▼

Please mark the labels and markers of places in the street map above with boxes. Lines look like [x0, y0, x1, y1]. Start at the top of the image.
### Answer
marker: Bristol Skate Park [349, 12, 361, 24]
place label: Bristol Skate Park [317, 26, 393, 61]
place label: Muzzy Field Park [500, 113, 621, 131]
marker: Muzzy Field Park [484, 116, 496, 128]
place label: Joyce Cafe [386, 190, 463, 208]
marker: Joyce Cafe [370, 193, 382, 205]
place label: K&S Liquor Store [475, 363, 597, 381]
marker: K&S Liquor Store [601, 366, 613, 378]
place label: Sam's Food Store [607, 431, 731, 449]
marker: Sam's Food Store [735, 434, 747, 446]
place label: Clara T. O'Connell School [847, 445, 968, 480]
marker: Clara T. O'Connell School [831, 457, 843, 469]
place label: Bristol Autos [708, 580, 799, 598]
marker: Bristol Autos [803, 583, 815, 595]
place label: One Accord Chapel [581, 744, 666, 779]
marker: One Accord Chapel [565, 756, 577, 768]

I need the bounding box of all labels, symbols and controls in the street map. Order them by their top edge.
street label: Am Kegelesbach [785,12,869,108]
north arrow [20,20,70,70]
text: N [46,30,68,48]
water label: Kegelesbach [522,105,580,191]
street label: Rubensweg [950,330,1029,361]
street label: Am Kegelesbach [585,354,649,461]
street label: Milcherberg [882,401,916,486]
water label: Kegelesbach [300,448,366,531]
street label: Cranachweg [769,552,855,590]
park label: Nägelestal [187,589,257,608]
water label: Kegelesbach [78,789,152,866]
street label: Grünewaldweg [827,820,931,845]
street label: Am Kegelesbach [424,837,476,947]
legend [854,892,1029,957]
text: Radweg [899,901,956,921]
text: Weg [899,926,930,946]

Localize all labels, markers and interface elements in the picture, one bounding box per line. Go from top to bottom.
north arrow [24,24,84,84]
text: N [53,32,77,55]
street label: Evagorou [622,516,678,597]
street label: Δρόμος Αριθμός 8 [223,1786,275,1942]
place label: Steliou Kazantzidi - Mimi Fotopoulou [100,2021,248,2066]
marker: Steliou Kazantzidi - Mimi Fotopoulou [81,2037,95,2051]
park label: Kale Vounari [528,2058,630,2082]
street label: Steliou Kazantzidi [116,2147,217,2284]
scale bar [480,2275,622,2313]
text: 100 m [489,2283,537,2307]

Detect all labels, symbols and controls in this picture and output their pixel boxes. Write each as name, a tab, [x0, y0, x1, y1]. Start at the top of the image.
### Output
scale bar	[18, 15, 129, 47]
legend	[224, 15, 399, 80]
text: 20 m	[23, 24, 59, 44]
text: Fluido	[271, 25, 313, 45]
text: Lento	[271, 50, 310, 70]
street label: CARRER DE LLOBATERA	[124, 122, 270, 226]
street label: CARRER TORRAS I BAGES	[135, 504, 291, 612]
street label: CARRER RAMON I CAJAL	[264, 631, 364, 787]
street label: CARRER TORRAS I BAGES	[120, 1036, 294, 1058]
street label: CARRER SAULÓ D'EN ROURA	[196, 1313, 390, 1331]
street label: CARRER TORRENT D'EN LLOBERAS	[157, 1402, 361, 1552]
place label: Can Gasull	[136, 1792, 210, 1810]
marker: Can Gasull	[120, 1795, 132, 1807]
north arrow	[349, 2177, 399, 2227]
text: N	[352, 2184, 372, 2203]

▲

How to complete this task: Show all lines from the data above in which the word "boxes" appears.

Written answer:
Please mark the labels and markers of places in the street map above with boxes. Lines look like [x0, y0, x1, y1]. Start at the top of the image.
Detect all labels, symbols and controls in this picture and output their pixel boxes. Write each as name, a tab, [x0, y0, x1, y1]. Start at the top of the image.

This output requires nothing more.